Here’s my trick: I open up the site in a separate window, so it’s easier to tell which tabs are TV Tropes and which aren’t. Then, if I still have tabs I haven’t hit by the end of my session (or if my tabs have just spiraled out of control), I’ll go to Bookmarks > Bookmark open pages… (this is for Chrome, other browsers likely have similar functionality). This lets me create a new folder in which I can dump all those tabs, and then I can close that window without fear of losing something potentially important. Along those lines…
-> Use bookmarks. I find bookmark folders extraordinarily robust for organizing information for later reference, especially if I’m juggling a couple of different projects. It’s particularly helpful for all those “fascinating, but not relevant” chestnuts, so you can peruse them at your leisure when you’re not on a mission.
-> Look for definitions. So you’re reading up on a trope that’s relevant to you, and it references some other trope you’re not familiar with and you don’t quite understand the point they’re making without that knowledge. Congratulations, you’ve just rolled out the red carpet to the entrance of the rabbit hole.
If all you need is a quick definition and want to avoid tangent temptation, look for a bubble at the top of the page that says Laconic. This provides a 1-2 sentence description, which may be all you need. If that bubble’s not there, the first paragraph or two usually provide a general overview, so you can read those and bounce back to what you were doing without getting into greater detail.
If you’re brand new to the site, I’d recommend looking over the Tropes of Legend page, which provides brief definitions for many of the most commonly referenced tropes. Otherwise you might find yourself making a whole lot of detours just to be able to finish one sentence in an article!
Assorted other tricks
Individual works usually have their own pages! The level of detail can vary (because wiki), but popular ones usually have a plot synopsis and a listing of tropes used in the work. This can serve as a sort of reverse lookup for trope names; if you don’t know what a trope is called but can think of an example, you can check the page for that movie/show/game/what-have-you and see if you can find the trope listed there. (You can also try the You Know That Show… link in the sidebar to get help from other site users.)

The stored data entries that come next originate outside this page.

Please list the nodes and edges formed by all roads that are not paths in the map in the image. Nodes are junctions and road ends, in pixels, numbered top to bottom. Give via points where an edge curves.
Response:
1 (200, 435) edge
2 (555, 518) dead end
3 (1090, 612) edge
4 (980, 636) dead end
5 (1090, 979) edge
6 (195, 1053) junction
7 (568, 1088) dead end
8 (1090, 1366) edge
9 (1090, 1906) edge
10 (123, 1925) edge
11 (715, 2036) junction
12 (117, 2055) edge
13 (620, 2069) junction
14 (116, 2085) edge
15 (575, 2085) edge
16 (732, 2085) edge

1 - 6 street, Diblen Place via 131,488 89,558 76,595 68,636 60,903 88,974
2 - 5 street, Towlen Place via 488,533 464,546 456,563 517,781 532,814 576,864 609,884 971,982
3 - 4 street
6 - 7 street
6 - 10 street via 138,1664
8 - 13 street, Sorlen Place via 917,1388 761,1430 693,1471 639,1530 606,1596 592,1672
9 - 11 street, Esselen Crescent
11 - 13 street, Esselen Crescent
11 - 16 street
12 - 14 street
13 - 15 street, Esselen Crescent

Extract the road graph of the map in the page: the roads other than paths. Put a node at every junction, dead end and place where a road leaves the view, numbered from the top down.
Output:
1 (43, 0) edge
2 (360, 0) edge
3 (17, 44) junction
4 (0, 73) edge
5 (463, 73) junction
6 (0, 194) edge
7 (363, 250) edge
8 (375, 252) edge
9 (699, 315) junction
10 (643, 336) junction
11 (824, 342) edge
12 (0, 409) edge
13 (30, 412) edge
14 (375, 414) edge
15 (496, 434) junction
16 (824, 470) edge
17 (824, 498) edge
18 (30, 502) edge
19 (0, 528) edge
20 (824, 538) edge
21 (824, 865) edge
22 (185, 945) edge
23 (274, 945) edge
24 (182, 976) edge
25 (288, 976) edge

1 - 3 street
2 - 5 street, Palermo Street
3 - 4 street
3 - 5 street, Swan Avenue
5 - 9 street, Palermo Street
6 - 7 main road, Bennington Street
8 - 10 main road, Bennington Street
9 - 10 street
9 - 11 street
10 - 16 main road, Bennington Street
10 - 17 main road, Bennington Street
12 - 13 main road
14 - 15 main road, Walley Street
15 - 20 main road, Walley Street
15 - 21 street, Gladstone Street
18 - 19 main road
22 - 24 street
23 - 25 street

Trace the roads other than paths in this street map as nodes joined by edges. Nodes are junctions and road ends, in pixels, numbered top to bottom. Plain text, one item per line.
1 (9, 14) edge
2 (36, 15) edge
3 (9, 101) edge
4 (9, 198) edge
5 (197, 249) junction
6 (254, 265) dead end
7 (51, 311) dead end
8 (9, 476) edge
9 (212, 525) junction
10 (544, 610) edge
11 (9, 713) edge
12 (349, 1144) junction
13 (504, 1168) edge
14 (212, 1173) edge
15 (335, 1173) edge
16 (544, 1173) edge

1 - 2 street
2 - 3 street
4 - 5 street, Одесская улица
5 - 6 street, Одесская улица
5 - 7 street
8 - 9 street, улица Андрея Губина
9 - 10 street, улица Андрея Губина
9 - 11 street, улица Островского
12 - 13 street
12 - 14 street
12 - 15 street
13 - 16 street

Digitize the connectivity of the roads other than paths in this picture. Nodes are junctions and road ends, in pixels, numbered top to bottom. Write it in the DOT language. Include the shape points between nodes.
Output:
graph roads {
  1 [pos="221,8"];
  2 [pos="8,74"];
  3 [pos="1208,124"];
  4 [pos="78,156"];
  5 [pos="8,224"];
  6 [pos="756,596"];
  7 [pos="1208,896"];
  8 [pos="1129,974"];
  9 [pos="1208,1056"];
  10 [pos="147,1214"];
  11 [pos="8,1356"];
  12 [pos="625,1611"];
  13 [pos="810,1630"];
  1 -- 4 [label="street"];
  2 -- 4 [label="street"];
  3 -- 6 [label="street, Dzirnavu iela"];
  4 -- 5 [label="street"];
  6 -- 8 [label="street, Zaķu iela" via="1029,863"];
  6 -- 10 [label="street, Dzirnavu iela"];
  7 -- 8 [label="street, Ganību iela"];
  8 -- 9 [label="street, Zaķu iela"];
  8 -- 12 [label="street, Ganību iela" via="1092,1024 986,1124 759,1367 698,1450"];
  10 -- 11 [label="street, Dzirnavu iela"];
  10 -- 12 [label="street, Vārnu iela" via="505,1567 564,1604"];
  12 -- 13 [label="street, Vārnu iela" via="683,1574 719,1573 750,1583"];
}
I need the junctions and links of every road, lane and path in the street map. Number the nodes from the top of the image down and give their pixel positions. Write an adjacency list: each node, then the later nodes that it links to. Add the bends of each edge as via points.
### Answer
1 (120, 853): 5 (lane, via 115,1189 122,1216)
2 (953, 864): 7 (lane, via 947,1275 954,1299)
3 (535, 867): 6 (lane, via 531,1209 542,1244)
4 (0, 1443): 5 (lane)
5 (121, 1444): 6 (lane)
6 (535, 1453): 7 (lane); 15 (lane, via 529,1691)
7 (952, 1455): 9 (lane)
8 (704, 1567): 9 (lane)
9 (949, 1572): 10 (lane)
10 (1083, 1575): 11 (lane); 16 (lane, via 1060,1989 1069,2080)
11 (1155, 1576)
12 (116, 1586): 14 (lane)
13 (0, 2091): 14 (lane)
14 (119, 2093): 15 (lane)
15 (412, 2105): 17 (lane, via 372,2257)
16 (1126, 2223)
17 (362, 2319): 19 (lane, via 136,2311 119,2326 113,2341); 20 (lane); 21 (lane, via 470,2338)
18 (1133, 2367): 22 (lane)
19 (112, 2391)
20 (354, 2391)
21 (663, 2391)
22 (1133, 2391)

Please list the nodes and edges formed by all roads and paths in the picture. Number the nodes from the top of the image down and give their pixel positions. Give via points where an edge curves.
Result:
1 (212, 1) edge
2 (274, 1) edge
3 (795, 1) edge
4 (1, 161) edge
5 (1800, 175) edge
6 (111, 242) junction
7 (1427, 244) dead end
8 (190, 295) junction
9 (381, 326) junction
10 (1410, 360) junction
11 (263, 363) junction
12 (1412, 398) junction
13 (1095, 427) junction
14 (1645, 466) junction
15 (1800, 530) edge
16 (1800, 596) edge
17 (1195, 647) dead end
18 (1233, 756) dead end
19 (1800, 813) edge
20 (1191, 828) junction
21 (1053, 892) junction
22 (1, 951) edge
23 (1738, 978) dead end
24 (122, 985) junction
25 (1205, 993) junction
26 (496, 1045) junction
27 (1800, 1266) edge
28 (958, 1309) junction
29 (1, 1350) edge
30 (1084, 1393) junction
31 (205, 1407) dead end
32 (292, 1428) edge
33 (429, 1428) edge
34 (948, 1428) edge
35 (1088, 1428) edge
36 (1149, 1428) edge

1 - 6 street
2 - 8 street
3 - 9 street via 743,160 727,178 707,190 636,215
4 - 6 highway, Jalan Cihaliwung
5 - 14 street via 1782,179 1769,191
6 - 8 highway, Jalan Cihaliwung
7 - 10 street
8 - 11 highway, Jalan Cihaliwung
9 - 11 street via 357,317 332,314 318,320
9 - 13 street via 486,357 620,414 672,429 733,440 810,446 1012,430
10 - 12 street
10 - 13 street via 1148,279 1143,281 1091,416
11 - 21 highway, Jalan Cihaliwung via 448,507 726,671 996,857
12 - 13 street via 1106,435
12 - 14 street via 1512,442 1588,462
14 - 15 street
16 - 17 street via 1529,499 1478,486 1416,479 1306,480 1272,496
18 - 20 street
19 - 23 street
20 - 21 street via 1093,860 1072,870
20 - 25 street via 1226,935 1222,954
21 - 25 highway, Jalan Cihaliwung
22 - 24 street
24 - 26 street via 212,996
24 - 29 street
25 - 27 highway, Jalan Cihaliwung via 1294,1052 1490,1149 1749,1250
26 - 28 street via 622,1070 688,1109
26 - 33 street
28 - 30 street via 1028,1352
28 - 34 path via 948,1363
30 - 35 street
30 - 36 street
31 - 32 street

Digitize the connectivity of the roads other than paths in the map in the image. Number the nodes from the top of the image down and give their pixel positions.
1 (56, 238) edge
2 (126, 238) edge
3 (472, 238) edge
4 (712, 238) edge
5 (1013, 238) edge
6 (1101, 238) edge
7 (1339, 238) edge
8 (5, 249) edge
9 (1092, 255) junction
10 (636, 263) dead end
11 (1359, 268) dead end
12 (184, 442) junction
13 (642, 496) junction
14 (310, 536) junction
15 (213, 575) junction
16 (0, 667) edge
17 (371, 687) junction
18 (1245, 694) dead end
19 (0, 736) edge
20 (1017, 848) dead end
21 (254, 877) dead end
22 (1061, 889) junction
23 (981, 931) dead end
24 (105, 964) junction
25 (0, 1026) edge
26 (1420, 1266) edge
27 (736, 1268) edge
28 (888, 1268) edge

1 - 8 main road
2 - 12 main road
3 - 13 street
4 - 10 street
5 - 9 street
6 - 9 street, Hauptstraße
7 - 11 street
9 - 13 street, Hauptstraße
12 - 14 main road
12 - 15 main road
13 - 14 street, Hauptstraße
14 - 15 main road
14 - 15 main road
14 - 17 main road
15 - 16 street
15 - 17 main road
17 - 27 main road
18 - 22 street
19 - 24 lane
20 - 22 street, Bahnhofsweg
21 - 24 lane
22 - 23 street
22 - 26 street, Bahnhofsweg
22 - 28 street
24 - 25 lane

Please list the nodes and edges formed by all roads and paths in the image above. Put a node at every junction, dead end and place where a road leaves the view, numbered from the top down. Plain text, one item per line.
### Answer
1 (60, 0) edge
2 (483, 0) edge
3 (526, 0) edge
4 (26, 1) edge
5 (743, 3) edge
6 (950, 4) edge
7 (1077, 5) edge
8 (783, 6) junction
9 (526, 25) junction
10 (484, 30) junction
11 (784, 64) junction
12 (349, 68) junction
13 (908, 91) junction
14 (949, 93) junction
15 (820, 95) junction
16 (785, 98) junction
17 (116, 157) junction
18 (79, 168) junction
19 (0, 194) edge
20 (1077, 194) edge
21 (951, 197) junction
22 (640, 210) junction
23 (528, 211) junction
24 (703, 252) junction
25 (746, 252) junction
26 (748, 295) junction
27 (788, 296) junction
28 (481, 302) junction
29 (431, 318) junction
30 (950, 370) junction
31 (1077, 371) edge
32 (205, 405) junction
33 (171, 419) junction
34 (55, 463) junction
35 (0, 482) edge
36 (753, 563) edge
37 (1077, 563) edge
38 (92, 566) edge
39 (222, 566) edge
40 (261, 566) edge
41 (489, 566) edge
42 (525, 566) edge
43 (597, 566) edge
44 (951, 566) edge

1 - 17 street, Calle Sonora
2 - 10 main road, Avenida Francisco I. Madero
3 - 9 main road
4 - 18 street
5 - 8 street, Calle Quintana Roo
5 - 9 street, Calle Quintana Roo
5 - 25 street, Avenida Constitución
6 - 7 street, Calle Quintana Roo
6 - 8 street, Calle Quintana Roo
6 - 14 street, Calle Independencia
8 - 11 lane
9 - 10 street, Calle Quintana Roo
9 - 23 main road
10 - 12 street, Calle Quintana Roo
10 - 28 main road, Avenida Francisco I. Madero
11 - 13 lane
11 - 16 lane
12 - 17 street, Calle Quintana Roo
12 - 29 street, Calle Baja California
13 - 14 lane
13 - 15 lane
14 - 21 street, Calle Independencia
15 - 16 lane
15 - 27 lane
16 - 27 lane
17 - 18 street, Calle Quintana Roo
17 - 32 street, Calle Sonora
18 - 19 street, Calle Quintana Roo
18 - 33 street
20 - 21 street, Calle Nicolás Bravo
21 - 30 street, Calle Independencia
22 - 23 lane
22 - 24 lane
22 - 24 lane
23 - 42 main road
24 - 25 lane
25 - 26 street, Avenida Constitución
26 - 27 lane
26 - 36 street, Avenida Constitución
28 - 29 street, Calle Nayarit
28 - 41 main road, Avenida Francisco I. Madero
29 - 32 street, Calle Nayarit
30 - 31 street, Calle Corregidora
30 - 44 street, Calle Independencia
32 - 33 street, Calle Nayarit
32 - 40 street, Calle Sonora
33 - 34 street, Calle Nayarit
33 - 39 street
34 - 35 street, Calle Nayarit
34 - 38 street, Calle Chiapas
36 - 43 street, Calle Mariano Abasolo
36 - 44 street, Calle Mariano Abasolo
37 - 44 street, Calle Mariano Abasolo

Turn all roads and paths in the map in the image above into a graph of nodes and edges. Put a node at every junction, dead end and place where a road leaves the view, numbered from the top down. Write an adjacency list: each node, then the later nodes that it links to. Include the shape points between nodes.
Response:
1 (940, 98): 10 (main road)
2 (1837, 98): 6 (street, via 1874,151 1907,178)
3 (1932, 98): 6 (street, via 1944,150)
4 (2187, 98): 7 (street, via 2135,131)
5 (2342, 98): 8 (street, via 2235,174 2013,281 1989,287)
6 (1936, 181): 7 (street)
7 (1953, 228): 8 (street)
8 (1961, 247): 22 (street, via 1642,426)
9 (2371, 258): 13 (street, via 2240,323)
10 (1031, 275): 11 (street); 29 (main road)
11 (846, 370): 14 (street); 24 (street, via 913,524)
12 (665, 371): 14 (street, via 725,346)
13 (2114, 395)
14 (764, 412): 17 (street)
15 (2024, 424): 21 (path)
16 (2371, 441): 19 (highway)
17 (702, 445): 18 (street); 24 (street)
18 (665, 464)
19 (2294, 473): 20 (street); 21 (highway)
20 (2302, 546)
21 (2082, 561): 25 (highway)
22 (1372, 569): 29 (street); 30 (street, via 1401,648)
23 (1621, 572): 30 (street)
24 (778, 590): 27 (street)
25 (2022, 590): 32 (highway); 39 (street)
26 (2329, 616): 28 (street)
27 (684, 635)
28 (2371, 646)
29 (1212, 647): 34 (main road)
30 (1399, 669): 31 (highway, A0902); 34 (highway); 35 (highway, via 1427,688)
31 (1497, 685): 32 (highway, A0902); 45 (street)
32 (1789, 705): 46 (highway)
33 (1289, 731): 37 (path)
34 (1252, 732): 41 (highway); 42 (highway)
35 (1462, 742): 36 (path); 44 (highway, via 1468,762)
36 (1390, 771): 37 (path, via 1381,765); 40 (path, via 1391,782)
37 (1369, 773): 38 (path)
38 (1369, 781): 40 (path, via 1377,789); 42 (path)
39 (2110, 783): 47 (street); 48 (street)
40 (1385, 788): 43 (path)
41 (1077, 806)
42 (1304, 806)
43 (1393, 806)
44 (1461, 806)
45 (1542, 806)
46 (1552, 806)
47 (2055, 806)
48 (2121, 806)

Many pages have a bubble at the top that says PlayingWith. This leads to a page that discusses variations on a trope: the different ways it can be subverted, invoked, deconstructed, reconstructed, and more. Can be very helpful in getting the creative gears going.
Like many other wikis, pages usually belong to various indexes, which are listed at the bottom. Indexes provide a bare-bones listing of related tropes without additional descriptions, so they can be useful for trying to navigate quickly.
Finally, if you create an account on the site, you can utilize the default display options in the sidebar. I’m particularly fond of night vision, especially if you find yourself in the rabbit hole at 3am.
There we have it! Now you can go forth and explore with confidence and pride. If you need further advice/help on using TV Tropes, feel free to drop me an ask on my personal blog. Happy troping!